For the new chair of the AFP of Canada, Alberto Nunez, treasurer at the I Am Gold Corporation, he was just looking forward to starting his two-year tenure as head of the group. “I want to encourage more members and have been encouraged to see many of them here in Miami,” he said, when explaining his plans for the future to gtnews, which also includes growing the number of people with the AFP’s certified treasury professional (CTP) qualification.

In regard to the actual show, Gareth Lodge, a senior analyst with Celent, noted that, “while electronic bank account management [eBAM] is still a hot topic of conversation for many, there does seem to be a growing number of people who are underwhelmed and unimpressed with what’s happened in its development so far; perhaps a C- for effort, but no more.
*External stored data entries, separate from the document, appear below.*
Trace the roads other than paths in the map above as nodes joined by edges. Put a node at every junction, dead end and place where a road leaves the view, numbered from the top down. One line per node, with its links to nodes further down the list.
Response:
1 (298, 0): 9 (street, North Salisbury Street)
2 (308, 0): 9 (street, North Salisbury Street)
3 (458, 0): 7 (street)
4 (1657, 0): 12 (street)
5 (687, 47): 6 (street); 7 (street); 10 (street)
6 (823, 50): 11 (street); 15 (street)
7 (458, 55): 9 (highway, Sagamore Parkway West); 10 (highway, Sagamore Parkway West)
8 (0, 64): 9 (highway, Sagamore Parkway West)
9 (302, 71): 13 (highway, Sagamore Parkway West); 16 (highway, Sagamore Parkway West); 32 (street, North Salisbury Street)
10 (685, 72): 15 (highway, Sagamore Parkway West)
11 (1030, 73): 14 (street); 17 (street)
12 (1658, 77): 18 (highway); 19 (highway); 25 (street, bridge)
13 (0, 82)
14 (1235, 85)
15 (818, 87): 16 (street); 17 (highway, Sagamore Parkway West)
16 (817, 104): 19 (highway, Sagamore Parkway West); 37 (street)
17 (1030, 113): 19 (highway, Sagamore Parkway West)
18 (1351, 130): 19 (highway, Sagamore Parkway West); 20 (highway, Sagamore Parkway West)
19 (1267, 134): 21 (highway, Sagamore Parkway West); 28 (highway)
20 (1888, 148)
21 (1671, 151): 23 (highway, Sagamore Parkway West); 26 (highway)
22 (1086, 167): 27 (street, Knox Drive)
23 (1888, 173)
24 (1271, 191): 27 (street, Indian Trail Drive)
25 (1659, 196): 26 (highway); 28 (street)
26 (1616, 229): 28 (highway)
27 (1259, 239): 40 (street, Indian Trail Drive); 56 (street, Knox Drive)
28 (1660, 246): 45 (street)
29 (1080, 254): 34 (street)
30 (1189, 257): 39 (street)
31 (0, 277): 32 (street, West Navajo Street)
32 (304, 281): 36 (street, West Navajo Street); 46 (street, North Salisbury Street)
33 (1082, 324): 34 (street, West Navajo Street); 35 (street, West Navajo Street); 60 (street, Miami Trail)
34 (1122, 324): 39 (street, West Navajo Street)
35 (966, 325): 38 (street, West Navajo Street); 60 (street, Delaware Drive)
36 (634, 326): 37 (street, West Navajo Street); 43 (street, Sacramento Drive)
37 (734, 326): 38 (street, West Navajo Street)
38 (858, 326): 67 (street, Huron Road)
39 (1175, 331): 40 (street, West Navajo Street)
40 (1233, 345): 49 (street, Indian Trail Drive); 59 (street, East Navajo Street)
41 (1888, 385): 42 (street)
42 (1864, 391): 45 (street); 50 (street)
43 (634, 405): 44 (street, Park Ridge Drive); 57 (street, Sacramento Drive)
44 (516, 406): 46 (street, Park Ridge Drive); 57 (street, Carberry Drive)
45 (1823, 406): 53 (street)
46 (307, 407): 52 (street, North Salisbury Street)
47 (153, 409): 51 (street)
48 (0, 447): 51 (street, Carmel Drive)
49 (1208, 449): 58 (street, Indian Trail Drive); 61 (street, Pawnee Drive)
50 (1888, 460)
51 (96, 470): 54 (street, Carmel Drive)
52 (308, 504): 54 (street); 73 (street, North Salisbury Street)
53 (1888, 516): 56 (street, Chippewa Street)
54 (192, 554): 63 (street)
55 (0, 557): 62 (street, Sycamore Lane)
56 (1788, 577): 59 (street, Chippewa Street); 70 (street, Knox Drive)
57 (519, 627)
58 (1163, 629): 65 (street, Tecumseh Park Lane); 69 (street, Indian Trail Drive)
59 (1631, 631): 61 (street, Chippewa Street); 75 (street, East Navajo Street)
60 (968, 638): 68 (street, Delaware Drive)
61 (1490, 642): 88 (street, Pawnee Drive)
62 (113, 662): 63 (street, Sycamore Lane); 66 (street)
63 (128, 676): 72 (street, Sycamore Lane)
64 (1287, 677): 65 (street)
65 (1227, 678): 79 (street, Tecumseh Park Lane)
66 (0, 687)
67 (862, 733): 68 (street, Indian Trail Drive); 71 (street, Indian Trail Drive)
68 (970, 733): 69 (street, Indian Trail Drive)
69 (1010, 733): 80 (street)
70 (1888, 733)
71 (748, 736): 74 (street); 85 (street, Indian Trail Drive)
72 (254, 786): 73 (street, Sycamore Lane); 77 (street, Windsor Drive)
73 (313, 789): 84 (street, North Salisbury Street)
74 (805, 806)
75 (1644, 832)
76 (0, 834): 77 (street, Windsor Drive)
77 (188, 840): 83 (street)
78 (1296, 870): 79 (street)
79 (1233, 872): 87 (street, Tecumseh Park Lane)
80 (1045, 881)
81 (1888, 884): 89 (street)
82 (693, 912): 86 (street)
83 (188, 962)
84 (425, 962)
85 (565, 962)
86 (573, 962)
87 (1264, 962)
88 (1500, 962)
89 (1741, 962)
I think the conversation needs to be retrenched into what the benefits of eBAM can be before we get too hung up on the standards piece.”

For Steve Bullock, vice president and general manager of IT2 Treasury Solutions, eBAM was also a hot topic of conversation at the AFP Conference 2012. “Treasurers want to know when a wider number of banks will be ready, but they are also taking things into their own hands,” he said. “While banks and other stakeholders in the eBAM initiative are watching to see who will jump first, there is an increasing consensus that now is the time for treasurers to push forward. We see people ambitious to secure the benefits not just of eBAM, but in the process of actually implementing central bank account management, or BAM. With visibility of accounts, signatories and cash comes the ability to manage who has what bank account, to manage country, counterparty and foreign exchange [FX] exposure risk within policy. And with the eurozone crisis top of mind for some globally focused US treasurers, plus the added chore of FBAR compliance, BAM and eBAM are being recognised as powerful propositions.”
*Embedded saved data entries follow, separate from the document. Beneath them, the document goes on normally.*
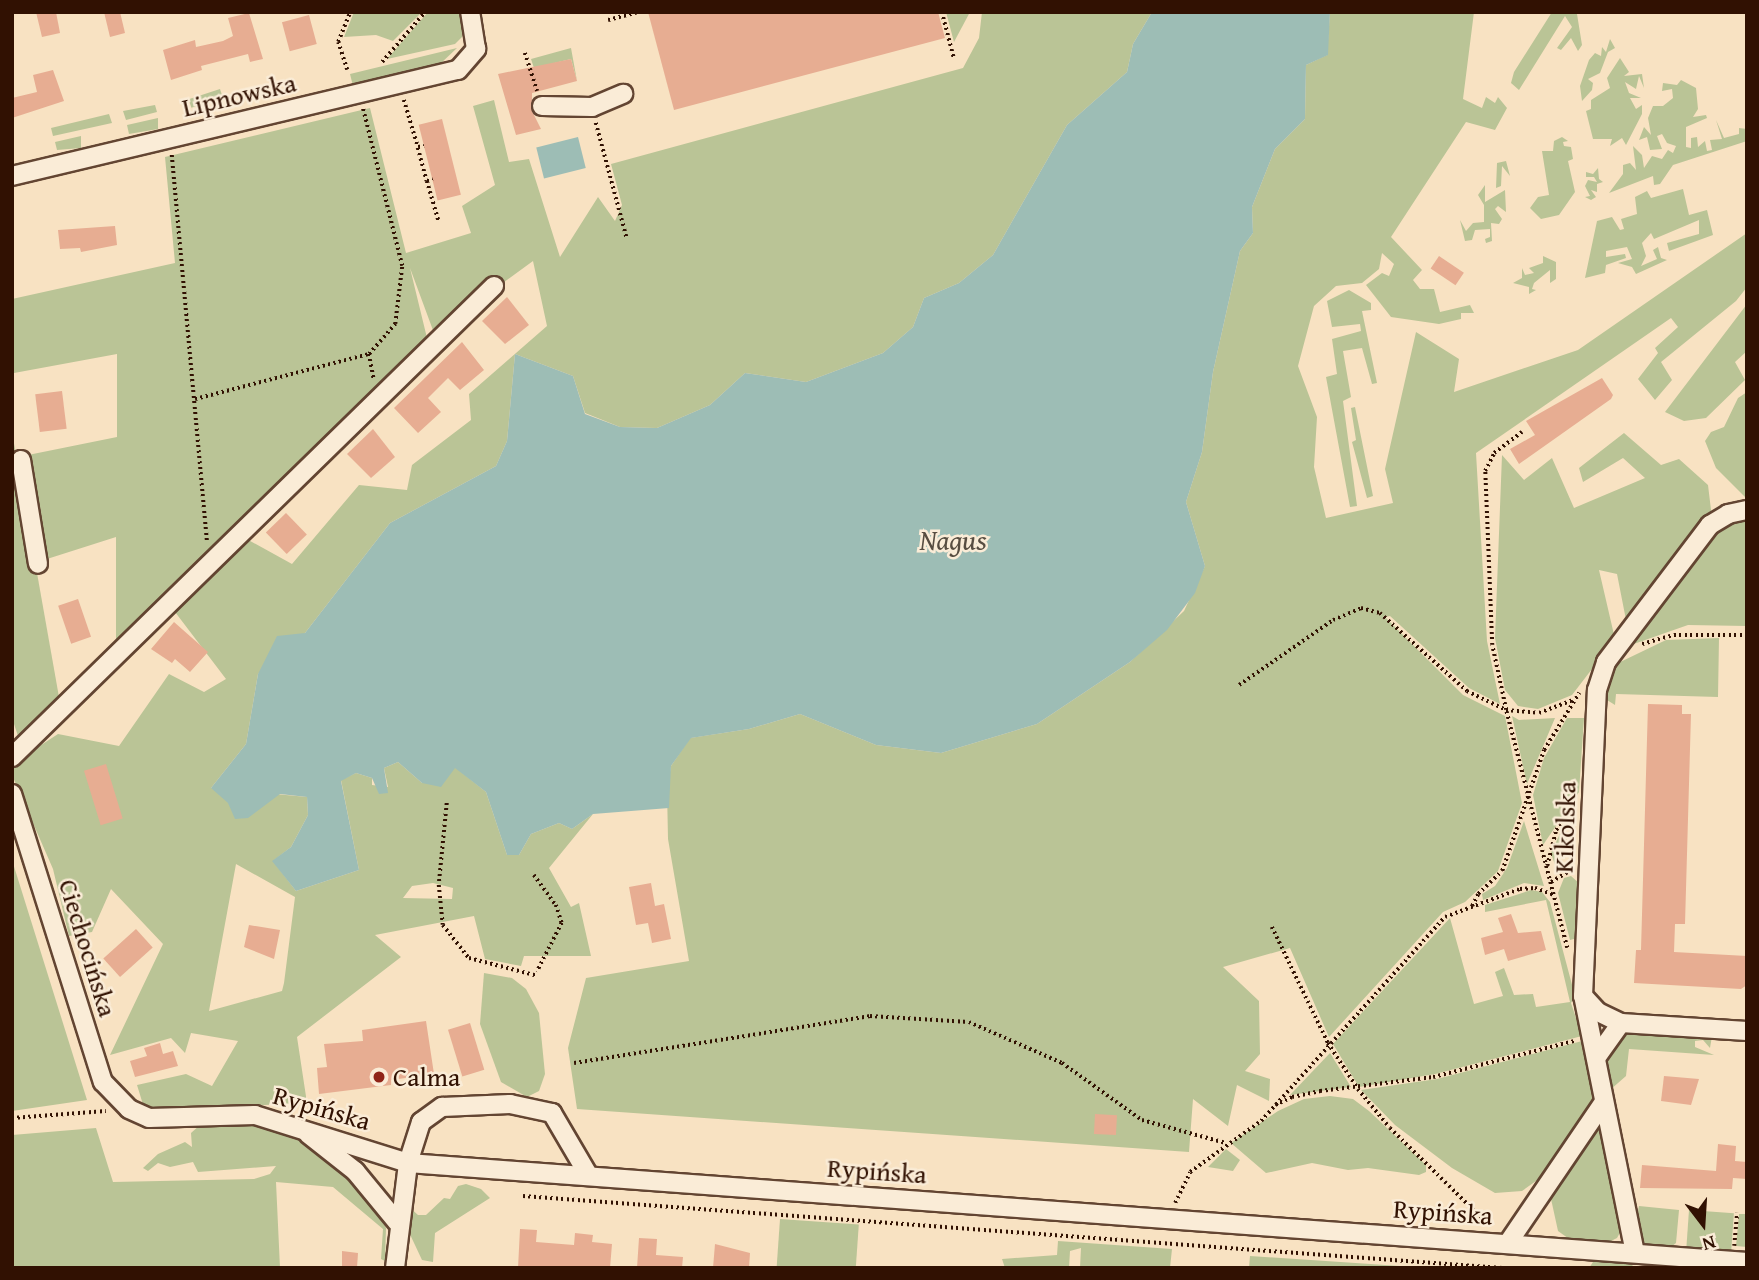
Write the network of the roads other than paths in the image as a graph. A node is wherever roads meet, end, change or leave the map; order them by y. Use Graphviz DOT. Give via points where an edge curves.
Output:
graph roads {
  1 [pos="470,12"];
  2 [pos="623,94"];
  3 [pos="542,106"];
  4 [pos="12,176"];
  5 [pos="494,286"];
  6 [pos="21,460"];
  7 [pos="1747,510"];
  8 [pos="38,565"];
  9 [pos="12,757"];
  10 [pos="12,794"];
  11 [pos="1583,996"];
  12 [pos="1621,1023"];
  13 [pos="1747,1031"];
  14 [pos="1596,1058"];
  15 [pos="1604,1102"];
  16 [pos="130,1109"];
  17 [pos="298,1127"];
  18 [pos="408,1163"];
  19 [pos="589,1176"];
  20 [pos="397,1222"];
  21 [pos="1508,1243"];
  22 [pos="1635,1253"];
  23 [pos="1747,1262"];
  24 [pos="395,1268"];
  1 -- 4 [label="street, Lipnowska" via="477,44 473,57 458,70"];
  2 -- 3 [label="street" via="592,107"];
  5 -- 9 [label="street"];
  6 -- 8 [label="street"];
  7 -- 11 [label="street, Kikolska" via="1710,525 1610,657 1597,690"];
  10 -- 16 [label="street, Ciechocińska" via="103,1082"];
  11 -- 12 [label="street" via="1606,1018"];
  11 -- 14 [label="street, Kikolska"];
  12 -- 13 [label="street"];
  12 -- 14 [label="street"];
  14 -- 15 [label="street, Kikolska"];
  15 -- 21 [label="street"];
  15 -- 22 [label="street, Kikolska"];
  16 -- 17 [label="street, Rypińska" via="149,1118 255,1115"];
  17 -- 18 [label="street, Rypińska"];
  17 -- 20 [label="street" via="355,1171"];
  18 -- 19 [label="street, Rypińska"];
  18 -- 19 [label="street" via="421,1122 442,1107 510,1104 552,1113"];
  18 -- 20 [label="street"];
  19 -- 21 [label="street, Rypińska"];
  20 -- 24 [label="street"];
  21 -- 22 [label="street, Rypińska"];
  22 -- 23 [label="street, Rypińska"];
}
“We’ve seen lots of buzz this year around mobility,” added Bullock. “The high level session on reporting to the board with David Bernstein, SVP and CFO of Carnival, really caught the zeitgeist. On the floor of the conference this was reflected in desire to understand options for more responsive, smarter and real-time tools. There is real appetite for secure mobile technology, and a ‘want-it-now’ treasury worldview. Put it this way: I was carrying a tablet with a treasury solution accessible with it, so it was always going to be a demanding event. I’m now not far off losing my voice through two days of excited debate on the topic of mobility and new ways of working.”

For Michael Bosacco, vice president of treasury solutions at SunGard’s AvantGard, speaking from the company’s stand on the exhibition floor: “The conference reaffirmed our SunGard research, which shows that corporate treasurers are increasingly focused on more sophisticated risk [and associated mitigation practices].”

The treasurer at the National Council on Compensation Insurance (NCCI) in the US, Craig Ehrnst, brought the conversation back to the core purpose of any conference, which is to inform and to encourage debate and knowledge-sharing among peers. “General James Conway’s comments, on leadership during Monday’s executive institute lunch will help to shape AFP Conference attendees into rational global treasury leaders – he was, after all, the 34th Commandant of the US Marine Corps.”

Other show highlights for Ehrnst included the delicious Cuban food available in the many bars and restaurants in Miami Beach and the hot sunny weather. A happy notion that many of the attendees would no doubt share, as they headed towards the exit, perhaps already thinking about next year’s conference in Las Vegas and what might be the highlights and jackpot topics of conversation and trends there.